TASK STATEMENT: From the material below, list every line containing "Granton".

•••••

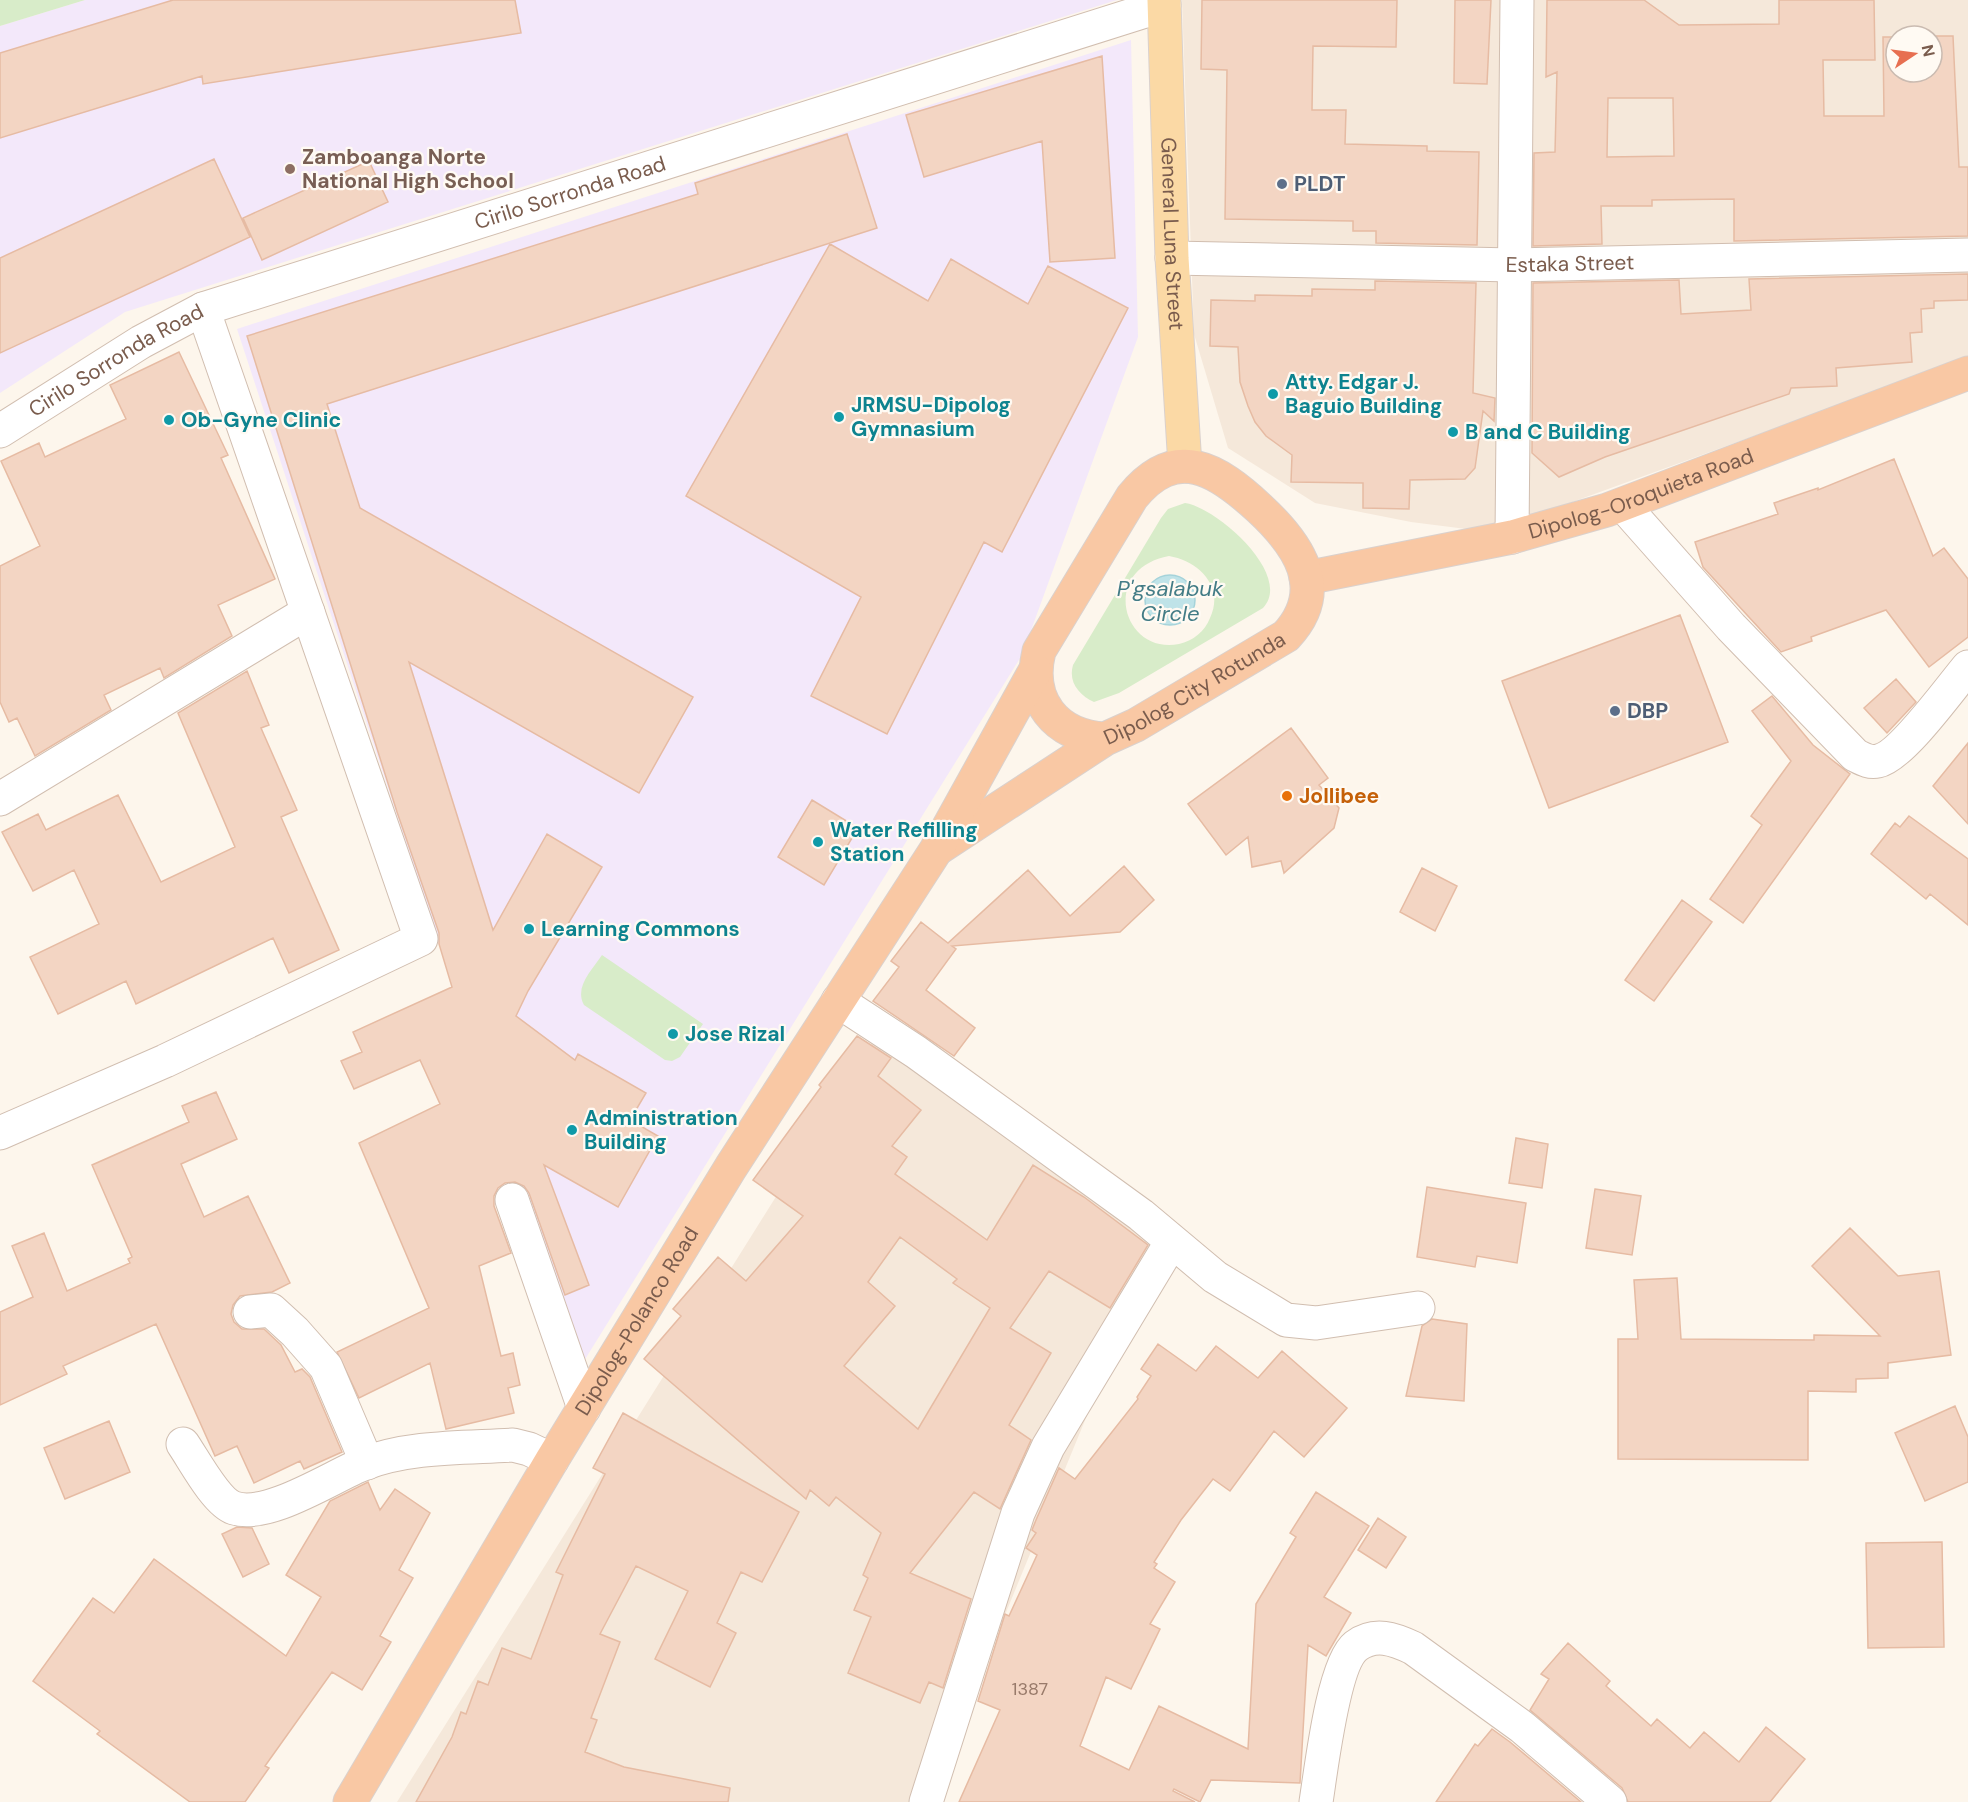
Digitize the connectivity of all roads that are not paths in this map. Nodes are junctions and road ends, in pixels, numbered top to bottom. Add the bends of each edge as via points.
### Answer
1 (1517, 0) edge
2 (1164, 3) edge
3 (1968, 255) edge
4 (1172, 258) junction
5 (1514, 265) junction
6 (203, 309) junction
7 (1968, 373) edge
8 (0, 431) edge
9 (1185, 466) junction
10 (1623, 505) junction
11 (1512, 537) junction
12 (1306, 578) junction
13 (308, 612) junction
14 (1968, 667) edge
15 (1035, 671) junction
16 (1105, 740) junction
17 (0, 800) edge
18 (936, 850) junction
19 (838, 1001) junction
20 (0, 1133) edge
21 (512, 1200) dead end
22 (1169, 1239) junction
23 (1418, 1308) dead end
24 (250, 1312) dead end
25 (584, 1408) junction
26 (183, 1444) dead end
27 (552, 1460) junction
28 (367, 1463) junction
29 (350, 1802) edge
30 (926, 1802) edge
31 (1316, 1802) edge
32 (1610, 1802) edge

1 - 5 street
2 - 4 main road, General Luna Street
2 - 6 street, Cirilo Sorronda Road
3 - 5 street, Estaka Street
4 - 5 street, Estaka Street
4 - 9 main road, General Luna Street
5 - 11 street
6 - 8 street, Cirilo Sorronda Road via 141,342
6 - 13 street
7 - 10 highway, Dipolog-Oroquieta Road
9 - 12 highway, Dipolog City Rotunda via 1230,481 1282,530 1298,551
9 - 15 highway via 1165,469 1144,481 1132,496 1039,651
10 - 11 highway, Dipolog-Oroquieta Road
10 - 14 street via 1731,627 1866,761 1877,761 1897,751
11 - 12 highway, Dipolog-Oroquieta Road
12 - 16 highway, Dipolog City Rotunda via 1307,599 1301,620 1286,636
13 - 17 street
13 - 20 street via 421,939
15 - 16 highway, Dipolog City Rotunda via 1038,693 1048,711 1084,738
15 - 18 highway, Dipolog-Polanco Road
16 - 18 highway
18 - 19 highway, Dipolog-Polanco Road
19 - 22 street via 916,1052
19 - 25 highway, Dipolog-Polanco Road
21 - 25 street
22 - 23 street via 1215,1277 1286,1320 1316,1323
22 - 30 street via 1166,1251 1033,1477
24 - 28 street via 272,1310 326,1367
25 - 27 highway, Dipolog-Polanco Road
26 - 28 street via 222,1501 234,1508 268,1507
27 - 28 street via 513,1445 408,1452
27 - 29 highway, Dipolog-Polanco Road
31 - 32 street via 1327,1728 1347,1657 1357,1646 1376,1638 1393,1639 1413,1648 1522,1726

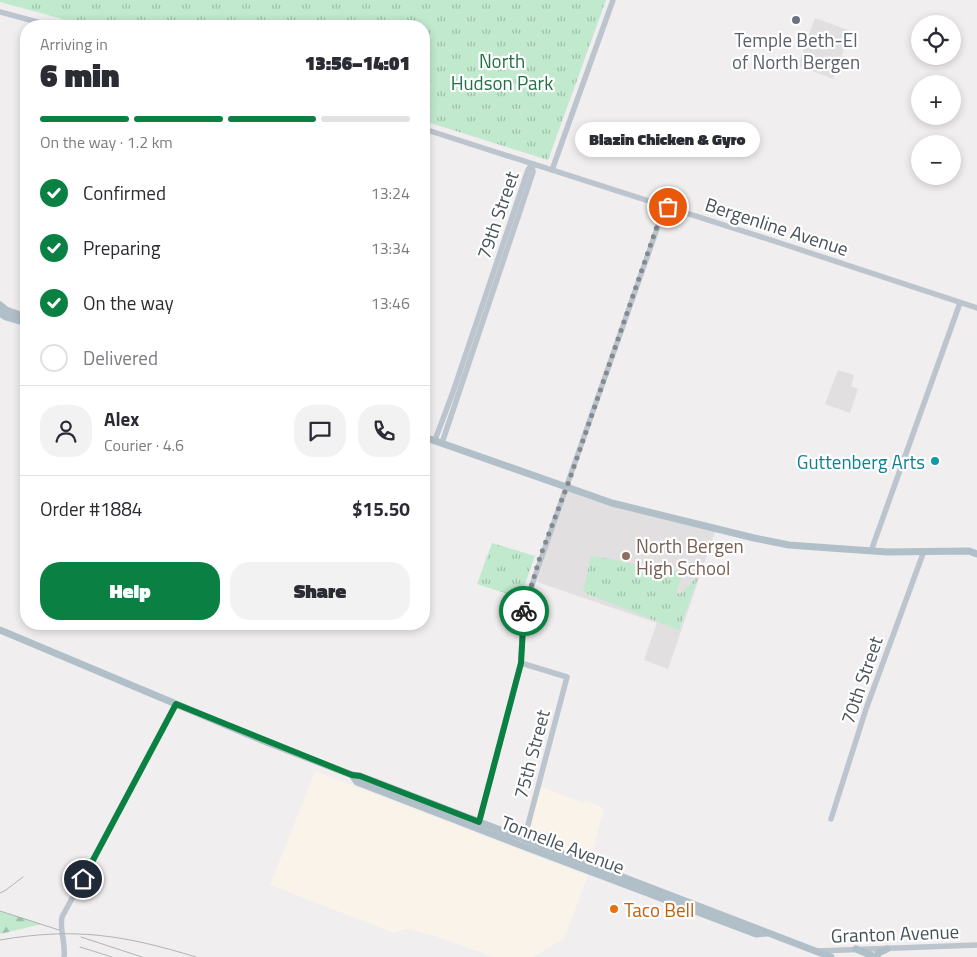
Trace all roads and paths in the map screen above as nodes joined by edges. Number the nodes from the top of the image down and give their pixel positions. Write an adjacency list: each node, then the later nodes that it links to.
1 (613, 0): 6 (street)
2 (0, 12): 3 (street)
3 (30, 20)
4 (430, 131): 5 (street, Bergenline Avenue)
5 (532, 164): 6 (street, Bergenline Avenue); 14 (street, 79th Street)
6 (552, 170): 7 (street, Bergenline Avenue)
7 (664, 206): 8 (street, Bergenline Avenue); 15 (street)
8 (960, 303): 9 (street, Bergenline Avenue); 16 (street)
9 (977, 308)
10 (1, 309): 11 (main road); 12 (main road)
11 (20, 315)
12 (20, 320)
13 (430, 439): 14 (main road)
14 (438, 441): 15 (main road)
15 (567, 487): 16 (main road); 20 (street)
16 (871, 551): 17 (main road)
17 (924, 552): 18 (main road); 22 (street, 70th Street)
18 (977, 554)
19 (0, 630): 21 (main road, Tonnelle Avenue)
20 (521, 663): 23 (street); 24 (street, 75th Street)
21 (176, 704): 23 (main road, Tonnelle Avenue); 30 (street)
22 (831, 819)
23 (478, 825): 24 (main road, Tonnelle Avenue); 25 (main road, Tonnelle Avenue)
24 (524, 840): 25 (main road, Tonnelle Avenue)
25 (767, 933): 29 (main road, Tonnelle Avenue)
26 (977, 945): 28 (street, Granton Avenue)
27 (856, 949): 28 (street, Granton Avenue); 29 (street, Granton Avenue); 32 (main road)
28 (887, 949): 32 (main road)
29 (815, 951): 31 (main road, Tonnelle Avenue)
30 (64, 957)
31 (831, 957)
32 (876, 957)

•••••

COMPLETED EXERCISE:
26 (977, 945): 28 (street, Granton Avenue)
27 (856, 949): 28 (street, Granton Avenue); 29 (street, Granton Avenue); 32 (main road)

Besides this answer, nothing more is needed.